#### ASSIGNMENT
From the listing below, return each line that includes "Rrotlla".

#### GIVEN DATA

• • • • • • •

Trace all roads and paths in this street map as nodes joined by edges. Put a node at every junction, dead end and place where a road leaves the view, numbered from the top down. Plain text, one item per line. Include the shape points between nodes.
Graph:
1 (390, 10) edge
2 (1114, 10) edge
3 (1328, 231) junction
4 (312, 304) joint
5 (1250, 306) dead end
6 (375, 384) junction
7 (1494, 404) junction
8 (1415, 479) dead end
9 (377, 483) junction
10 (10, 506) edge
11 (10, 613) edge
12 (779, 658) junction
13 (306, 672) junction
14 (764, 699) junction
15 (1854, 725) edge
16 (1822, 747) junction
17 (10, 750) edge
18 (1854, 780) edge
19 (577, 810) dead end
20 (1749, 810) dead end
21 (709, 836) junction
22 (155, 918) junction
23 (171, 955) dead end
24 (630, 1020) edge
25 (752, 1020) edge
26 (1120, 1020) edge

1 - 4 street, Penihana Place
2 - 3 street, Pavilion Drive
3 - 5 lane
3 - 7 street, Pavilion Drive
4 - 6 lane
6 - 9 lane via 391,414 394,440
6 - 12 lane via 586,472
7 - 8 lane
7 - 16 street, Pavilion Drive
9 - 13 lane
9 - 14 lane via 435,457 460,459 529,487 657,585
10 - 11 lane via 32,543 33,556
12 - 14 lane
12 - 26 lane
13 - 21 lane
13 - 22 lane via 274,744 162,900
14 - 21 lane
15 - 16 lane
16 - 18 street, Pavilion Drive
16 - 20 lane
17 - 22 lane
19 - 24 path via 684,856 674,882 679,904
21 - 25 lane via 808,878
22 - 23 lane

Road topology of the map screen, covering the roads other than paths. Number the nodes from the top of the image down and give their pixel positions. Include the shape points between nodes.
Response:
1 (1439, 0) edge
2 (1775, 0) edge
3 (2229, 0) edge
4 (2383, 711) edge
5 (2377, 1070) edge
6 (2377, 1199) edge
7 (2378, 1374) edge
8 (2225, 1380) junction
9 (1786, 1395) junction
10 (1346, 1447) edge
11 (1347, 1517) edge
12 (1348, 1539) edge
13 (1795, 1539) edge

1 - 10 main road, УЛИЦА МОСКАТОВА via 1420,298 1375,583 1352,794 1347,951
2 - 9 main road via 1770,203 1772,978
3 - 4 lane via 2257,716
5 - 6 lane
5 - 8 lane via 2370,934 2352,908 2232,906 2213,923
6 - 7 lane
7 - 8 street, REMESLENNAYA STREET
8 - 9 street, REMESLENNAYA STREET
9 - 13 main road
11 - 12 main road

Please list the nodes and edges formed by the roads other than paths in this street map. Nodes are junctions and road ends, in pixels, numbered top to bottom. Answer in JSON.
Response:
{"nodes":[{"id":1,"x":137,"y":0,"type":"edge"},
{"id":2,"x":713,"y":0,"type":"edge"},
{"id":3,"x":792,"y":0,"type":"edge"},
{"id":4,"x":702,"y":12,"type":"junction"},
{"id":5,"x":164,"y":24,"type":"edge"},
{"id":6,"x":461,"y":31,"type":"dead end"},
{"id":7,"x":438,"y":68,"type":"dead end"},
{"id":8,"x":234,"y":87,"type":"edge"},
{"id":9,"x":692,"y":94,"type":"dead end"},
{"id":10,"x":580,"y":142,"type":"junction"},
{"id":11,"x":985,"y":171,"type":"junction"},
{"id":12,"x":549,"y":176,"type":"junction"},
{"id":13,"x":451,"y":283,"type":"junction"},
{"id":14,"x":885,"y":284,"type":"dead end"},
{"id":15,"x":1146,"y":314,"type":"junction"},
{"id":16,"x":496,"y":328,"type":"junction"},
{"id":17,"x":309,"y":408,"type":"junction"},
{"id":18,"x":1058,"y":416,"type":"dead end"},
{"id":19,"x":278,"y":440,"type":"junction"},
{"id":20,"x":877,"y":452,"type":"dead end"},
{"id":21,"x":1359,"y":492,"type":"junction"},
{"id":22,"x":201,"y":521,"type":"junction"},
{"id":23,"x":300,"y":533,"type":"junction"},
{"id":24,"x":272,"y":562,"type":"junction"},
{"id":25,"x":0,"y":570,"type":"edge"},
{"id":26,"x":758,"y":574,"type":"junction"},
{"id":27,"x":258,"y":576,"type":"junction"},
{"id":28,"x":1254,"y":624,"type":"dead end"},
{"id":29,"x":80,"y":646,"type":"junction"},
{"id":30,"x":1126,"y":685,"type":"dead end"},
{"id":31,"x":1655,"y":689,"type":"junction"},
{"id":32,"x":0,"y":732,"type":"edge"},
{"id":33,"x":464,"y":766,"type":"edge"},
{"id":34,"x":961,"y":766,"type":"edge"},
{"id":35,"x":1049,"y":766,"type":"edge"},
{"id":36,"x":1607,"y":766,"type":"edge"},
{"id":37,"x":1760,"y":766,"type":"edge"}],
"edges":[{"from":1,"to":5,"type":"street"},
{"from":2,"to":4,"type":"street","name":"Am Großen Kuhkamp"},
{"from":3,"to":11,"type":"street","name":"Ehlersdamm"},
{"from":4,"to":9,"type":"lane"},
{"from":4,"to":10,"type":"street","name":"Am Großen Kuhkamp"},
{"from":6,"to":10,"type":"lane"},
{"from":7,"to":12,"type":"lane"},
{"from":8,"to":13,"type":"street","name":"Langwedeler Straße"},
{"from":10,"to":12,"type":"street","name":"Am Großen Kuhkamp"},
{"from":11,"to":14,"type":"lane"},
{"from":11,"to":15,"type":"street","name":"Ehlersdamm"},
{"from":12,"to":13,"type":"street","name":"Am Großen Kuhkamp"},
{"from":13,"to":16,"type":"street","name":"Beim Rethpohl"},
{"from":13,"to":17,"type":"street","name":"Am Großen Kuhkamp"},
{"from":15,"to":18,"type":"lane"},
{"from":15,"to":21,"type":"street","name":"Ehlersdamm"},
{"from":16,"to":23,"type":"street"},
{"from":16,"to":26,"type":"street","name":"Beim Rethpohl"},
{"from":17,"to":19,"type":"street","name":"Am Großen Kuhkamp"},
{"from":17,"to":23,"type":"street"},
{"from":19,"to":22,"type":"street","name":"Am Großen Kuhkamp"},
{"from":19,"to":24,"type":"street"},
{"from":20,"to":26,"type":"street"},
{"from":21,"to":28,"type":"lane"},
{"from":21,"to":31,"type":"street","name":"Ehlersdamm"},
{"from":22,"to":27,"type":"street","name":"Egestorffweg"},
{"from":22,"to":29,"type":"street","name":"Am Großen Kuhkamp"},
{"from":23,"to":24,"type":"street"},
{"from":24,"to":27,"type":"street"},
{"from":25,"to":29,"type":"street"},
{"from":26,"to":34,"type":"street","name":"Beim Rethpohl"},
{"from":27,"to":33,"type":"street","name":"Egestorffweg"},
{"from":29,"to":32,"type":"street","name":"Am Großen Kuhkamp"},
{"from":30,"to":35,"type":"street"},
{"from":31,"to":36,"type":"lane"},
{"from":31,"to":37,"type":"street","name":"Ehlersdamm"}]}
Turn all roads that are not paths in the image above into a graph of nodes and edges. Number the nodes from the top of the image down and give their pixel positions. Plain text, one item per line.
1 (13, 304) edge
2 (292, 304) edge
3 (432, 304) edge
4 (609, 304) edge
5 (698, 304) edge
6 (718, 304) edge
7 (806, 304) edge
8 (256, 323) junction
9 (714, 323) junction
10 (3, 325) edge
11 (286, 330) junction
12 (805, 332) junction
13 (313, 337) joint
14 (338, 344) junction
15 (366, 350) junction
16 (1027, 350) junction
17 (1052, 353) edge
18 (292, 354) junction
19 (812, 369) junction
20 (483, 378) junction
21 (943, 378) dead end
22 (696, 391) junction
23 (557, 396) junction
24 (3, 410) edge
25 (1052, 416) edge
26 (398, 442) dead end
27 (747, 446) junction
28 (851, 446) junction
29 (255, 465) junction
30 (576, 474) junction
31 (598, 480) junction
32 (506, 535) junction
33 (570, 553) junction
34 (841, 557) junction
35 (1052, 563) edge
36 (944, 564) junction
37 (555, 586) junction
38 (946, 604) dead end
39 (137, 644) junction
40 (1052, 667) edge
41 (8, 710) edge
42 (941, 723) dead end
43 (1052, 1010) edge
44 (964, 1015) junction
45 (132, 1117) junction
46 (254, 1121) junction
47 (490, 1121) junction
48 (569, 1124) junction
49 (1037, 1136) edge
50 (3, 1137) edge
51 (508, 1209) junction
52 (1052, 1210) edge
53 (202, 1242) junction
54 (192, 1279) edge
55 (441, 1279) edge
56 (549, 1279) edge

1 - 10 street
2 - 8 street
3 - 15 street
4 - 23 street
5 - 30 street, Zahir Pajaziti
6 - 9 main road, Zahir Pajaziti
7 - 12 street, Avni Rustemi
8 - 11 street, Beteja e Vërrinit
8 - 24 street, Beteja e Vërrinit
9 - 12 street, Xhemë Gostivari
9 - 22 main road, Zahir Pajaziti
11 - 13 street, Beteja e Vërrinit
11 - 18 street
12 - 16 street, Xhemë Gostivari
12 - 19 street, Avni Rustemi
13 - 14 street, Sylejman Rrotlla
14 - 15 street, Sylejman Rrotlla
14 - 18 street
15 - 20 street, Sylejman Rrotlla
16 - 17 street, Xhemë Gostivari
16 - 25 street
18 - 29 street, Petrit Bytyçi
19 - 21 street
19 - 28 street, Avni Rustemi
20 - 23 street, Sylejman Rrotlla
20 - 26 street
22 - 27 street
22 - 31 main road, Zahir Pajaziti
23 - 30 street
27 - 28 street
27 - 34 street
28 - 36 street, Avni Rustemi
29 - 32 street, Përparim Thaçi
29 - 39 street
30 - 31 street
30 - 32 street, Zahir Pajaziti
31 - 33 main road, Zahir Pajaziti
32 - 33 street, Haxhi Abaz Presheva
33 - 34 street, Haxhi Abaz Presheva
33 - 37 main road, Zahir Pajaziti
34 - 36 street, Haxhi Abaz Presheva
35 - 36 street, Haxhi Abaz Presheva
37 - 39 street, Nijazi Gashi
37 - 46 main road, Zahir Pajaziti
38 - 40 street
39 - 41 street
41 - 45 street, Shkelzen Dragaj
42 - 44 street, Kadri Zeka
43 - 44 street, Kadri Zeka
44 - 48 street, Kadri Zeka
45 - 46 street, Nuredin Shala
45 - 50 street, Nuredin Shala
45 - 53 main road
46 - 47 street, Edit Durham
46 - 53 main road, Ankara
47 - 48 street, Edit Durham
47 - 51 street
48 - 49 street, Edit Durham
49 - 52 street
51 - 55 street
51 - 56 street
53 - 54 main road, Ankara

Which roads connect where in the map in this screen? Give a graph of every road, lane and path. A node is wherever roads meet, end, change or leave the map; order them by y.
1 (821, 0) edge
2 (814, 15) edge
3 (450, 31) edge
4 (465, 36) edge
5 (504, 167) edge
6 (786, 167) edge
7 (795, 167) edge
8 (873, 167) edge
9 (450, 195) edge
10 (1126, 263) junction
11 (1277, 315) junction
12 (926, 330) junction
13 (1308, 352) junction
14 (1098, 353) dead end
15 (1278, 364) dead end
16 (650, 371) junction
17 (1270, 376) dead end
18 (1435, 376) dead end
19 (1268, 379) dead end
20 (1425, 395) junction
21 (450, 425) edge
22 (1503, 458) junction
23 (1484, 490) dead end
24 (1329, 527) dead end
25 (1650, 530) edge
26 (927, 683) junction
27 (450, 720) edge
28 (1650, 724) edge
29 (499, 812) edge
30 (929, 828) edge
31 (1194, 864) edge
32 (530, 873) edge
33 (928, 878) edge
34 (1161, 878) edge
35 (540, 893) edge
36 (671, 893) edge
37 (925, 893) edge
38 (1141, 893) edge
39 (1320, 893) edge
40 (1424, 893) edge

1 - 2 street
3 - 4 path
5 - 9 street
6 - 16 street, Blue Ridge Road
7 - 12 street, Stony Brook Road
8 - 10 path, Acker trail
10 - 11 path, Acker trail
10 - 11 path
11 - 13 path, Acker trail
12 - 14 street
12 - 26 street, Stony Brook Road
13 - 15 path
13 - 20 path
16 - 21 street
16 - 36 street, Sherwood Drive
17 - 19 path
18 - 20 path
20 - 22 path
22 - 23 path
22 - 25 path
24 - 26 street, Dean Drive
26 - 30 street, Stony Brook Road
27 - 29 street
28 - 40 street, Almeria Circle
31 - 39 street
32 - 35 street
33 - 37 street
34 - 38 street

• • • • • • •

#### WRITTEN SOLUTION
13 - 14 street, Sylejman Rrotlla
14 - 15 street, Sylejman Rrotlla
15 - 20 street, Sylejman Rrotlla
20 - 23 street, Sylejman Rrotlla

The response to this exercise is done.